POSTS
Rails on Kubernetes - part 2a: The Counter App.
- 2 minutes read - 285 wordsThis is one of a series of blog posts in which I’m walking through the process of deploying a rails application to a kubernetes cluster. Part one is here, and the previous article is here
Our rails application can connect to our database. So now let’s get it to do what we want, which is to store and display a value, and increment it whenever we click a button.
Fire up a termninal, and cd into the counter directory.
First, let’s create a scaffold for our value.

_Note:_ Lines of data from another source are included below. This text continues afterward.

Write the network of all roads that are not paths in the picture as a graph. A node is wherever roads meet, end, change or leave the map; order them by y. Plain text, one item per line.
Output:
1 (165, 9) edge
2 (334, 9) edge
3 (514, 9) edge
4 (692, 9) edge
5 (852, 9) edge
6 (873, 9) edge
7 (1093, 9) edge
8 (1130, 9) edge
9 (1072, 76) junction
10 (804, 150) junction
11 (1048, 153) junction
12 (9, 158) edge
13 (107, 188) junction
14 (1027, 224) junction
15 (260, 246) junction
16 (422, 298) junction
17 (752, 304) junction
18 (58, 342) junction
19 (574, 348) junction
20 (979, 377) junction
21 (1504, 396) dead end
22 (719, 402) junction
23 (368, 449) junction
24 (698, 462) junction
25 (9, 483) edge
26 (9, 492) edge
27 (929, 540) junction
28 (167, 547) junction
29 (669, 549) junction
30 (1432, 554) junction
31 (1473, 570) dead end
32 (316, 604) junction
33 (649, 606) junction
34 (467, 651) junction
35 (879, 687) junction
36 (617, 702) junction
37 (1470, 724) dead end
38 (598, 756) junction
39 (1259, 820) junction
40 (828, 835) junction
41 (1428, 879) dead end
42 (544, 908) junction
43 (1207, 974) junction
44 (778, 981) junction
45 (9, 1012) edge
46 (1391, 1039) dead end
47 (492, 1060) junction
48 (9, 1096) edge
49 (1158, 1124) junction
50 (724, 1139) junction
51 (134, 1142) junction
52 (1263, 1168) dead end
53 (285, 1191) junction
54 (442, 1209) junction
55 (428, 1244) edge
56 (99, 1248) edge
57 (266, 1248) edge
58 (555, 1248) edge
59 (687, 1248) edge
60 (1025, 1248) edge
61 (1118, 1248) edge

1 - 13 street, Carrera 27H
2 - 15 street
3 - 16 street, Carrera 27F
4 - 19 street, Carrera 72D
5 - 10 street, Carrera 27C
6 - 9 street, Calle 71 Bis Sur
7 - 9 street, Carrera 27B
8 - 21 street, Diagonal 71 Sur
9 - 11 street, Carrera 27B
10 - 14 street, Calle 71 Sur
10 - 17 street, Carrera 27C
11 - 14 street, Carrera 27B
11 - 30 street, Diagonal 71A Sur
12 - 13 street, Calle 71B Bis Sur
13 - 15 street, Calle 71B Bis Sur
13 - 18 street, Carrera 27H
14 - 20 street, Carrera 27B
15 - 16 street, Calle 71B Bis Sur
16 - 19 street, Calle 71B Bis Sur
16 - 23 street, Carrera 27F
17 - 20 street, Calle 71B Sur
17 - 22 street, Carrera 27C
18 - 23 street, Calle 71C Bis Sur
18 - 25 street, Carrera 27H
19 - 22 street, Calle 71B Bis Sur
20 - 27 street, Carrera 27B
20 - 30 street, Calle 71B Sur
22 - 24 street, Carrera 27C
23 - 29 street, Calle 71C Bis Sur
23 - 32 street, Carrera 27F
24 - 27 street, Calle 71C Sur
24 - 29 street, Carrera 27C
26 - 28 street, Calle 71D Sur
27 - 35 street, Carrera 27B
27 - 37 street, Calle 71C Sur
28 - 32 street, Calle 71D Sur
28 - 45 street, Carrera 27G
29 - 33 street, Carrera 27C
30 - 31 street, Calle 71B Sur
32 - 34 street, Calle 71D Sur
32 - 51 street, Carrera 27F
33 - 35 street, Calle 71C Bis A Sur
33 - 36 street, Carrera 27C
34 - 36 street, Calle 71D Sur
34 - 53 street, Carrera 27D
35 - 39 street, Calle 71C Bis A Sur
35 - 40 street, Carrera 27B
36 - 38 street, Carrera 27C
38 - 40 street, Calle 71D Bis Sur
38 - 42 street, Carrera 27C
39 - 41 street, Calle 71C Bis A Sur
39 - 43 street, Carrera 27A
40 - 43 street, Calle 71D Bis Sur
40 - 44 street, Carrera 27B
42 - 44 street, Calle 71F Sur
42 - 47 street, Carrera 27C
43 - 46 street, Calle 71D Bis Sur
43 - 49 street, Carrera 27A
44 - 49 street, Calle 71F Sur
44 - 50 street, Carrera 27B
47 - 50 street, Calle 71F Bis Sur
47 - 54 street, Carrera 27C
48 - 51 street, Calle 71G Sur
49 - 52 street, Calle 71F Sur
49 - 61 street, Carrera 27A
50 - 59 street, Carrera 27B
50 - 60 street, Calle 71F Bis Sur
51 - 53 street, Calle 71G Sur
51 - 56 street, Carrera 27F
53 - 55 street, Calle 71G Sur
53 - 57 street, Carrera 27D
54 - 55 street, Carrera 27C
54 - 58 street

rails generate scaffold value amount:integer
rails db:migrate
This creates a lot more than we actually need, but I’m more concerned about the kubernetes part than the rails part, in this tutorial, so I’m not going to worry about that (or about best practice for our rails code).
The scaffold is designed for us to manage a set of ‘value’ records, but we only really want one, so let’s make that work.
Replace everything in app/controllers/values_controller.rb with this:
class ValuesController < ApplicationController
def index
@value = Value.any? ? Value.first : Value.create(amount: 0)
end
def update
value = Value.find params[:id]
value.update(amount: value.amount + 1)
redirect_to values_path
end
endReplace everything in app/views/values/index.html.erb with this:
<h1>
<%= @value.amount %>
</h1>
<%= form_for @value do |f| %>
<%= f.submit "Increment" %>
<% end %>
Now, visit http://localhost:3000/values, and you should see this:

Every time you click the button, the number should increase.
That’s all the work we’re going to do on our rails app. It’s extremely simple, but it’s enough to prove that our rails application is interacting with our database, which is all we need.
In the next part, we’ll start to prepare the application for deployment on our kubernetes cluster.